By Matthew Chinman; Pamela Imm et al. | Go to book overview

Chapter Ten
QUESTION #10: If the Program Is
Successful, How Will It Be Sustained?
(Sustain)
Unfortunately, even high quality prevention programs are often not continued beyond their initial funding. This question can help you sustain your program or strategy.
Definition of Sustainability
Sustainability is the continuation of a program after the initial funding has ended. Programs are more likely to survive if they adapt themselves to fit the needs of the environment and the needs of their host organizations, which is consistent with the GTO-04 process.Much of the literature on sustainability has been based on what happens after the initial external (or internal) funding of a program ends. If a program was begun with external funding, what happens after the funding is over? Does the program end when the funding ends? There are three general approaches:
1. Obtain new external funding to continue the program (e.g., obtain new grant funding).
2. Encourage the host organization or community to put its own resources into continuing the program (e.g., a foundation-funded, school-based mentoring program gets “picked up” by the school district).

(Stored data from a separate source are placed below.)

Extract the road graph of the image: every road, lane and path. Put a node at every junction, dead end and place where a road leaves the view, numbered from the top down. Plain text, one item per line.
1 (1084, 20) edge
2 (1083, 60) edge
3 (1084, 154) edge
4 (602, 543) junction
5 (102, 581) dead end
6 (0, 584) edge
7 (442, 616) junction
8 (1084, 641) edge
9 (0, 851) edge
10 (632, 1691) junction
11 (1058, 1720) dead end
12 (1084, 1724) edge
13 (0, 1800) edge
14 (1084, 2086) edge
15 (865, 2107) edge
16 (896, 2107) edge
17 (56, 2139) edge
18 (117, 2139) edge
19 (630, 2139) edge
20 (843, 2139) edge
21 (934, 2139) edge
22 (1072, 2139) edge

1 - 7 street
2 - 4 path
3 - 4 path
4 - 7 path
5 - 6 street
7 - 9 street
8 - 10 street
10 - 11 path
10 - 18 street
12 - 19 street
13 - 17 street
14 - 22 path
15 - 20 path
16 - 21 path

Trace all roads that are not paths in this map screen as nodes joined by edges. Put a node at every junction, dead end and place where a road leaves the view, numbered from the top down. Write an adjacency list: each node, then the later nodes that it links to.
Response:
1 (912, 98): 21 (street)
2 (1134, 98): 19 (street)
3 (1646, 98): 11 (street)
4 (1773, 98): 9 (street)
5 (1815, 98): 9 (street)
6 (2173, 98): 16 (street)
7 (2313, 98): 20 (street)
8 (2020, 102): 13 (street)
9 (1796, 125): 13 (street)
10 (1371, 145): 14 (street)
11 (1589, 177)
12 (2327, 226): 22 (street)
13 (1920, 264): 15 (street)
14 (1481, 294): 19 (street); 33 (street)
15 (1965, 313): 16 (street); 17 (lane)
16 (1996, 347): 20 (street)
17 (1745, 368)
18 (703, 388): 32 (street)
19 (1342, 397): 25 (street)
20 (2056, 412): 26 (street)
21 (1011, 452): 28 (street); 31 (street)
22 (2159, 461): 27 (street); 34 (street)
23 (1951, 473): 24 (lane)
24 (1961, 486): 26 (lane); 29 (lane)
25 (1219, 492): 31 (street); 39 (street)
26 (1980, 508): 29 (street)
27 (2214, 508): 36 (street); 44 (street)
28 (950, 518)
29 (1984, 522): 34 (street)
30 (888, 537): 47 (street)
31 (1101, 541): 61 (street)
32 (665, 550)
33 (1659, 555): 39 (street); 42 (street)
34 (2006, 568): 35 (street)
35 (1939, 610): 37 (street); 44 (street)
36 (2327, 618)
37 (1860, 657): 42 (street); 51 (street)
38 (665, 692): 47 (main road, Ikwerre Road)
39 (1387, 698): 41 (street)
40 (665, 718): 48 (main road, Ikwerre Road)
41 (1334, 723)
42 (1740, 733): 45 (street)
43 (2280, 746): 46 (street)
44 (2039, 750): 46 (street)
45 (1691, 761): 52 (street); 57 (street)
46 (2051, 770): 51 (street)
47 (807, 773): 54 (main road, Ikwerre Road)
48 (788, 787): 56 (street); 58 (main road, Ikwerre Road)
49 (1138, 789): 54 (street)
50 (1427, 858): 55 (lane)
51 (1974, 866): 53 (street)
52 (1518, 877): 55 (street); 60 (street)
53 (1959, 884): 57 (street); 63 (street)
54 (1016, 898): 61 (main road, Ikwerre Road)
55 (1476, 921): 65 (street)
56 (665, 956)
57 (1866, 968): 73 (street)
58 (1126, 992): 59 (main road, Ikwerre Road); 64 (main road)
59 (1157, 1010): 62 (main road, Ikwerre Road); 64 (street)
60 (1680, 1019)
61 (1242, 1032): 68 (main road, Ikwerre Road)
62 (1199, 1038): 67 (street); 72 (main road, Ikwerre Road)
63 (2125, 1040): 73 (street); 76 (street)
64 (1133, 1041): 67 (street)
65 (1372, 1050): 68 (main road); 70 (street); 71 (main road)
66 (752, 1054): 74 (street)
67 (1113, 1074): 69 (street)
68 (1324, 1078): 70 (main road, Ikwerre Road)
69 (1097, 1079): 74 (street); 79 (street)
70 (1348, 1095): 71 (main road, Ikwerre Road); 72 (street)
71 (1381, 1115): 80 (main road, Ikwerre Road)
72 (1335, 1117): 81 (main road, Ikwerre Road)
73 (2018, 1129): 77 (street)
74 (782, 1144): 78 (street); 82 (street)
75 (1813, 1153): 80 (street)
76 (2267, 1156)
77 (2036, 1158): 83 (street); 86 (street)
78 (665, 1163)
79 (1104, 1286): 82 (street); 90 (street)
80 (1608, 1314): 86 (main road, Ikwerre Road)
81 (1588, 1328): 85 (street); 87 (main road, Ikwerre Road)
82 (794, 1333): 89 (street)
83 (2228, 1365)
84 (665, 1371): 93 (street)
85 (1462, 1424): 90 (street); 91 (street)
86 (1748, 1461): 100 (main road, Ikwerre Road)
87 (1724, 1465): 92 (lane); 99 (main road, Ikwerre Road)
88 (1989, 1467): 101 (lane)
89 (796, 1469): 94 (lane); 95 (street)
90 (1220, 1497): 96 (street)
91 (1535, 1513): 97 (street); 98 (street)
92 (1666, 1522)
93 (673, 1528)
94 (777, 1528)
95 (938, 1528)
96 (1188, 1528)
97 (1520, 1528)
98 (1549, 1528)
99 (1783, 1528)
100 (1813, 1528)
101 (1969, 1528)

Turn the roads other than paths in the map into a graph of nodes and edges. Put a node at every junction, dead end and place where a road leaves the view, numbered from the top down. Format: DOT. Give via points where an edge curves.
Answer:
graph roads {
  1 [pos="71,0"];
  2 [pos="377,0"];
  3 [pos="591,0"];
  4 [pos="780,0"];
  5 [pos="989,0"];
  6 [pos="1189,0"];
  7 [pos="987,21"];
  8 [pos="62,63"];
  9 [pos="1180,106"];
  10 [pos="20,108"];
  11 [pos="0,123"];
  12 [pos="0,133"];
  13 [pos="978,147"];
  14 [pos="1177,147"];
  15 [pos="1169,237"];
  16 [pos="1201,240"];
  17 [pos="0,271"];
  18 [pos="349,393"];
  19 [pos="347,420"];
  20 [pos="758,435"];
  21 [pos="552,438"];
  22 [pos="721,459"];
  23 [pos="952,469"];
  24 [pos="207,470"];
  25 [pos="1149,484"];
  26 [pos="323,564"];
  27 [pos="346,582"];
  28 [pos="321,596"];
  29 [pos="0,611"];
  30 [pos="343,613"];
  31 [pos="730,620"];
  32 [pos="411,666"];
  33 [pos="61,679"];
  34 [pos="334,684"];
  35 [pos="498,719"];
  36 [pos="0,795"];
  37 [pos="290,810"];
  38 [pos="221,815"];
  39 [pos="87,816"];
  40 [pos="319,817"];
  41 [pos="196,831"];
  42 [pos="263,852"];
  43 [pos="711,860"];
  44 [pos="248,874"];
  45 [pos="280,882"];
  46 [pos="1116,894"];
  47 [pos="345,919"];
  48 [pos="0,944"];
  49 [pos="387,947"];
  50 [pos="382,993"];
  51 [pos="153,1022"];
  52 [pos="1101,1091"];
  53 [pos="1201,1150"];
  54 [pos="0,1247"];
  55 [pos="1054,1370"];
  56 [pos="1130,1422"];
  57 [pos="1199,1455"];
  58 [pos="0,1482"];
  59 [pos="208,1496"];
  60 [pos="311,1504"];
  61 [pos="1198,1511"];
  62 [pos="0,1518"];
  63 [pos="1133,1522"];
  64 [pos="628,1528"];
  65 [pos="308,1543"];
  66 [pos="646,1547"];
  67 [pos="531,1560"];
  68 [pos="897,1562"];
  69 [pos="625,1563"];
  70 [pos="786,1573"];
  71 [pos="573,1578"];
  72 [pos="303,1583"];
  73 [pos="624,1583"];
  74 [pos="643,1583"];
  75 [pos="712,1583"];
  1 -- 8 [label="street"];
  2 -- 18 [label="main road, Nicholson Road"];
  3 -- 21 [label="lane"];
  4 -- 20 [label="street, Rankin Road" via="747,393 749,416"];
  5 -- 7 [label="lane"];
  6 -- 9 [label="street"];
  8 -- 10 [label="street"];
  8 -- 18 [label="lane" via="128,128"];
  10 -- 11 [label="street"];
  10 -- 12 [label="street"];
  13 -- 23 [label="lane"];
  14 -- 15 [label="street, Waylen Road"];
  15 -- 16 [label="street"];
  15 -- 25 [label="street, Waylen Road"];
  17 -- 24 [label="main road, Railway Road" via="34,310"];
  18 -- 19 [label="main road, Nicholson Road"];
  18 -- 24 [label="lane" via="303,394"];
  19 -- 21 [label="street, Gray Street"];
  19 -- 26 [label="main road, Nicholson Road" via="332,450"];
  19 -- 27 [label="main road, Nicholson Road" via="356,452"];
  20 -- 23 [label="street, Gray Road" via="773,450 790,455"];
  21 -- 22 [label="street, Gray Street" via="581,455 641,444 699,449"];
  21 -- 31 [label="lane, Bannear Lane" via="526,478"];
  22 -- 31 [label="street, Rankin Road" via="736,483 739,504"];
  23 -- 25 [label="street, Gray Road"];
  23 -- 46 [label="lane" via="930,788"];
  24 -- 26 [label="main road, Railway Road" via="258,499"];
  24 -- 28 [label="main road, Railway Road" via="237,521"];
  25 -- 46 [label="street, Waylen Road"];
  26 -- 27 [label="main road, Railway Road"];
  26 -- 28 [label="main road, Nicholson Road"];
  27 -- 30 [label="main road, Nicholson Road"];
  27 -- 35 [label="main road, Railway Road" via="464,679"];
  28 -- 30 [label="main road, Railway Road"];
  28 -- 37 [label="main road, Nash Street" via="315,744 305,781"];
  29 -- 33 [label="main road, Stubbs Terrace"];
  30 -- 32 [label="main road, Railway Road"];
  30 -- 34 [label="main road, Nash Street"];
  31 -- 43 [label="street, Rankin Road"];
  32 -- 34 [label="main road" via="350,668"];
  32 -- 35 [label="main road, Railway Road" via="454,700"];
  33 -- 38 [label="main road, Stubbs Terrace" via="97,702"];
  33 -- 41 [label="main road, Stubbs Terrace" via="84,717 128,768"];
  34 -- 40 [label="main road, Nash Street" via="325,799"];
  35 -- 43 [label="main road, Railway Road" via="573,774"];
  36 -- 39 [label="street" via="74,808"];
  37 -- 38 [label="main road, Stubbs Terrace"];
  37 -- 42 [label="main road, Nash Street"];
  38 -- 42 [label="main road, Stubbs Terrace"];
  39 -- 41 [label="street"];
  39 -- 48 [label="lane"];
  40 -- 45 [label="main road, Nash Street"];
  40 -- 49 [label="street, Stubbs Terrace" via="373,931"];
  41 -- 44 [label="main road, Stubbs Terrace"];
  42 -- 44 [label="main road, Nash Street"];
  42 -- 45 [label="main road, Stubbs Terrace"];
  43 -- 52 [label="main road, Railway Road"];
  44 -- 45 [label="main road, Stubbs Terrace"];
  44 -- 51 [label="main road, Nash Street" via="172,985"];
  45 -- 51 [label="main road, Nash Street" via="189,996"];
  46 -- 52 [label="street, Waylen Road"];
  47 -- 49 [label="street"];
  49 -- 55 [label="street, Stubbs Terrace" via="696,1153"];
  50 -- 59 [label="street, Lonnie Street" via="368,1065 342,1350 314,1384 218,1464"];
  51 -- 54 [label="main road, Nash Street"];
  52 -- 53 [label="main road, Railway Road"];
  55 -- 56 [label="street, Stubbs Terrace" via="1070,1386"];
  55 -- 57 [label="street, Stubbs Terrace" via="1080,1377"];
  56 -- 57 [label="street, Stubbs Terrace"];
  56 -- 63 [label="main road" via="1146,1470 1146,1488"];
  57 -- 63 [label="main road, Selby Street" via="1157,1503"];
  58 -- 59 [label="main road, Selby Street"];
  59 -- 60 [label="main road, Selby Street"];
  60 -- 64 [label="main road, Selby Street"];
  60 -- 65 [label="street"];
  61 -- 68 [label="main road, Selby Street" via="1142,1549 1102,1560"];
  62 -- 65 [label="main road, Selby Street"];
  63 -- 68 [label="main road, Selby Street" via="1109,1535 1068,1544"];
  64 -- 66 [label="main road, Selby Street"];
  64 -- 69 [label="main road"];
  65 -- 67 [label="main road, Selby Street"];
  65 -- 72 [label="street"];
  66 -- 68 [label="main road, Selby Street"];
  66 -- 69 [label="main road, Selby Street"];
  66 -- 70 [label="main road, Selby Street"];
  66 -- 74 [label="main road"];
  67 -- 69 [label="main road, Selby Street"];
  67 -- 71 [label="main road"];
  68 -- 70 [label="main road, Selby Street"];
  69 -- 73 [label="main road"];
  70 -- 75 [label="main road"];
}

3. Convince state, county, or city agencies to include the program in “on-going” public funding (e.g., block grants, state agency funding streams).

Not all programs should be sustained. Situations, personnel, and needs may change. Perhaps a more effective or more suitable program is available, the program was not effective, or the original need no longer exists. In other words, the program should warrant being sustained. The GTO-04 process should help you determine whether the program is worth sustaining.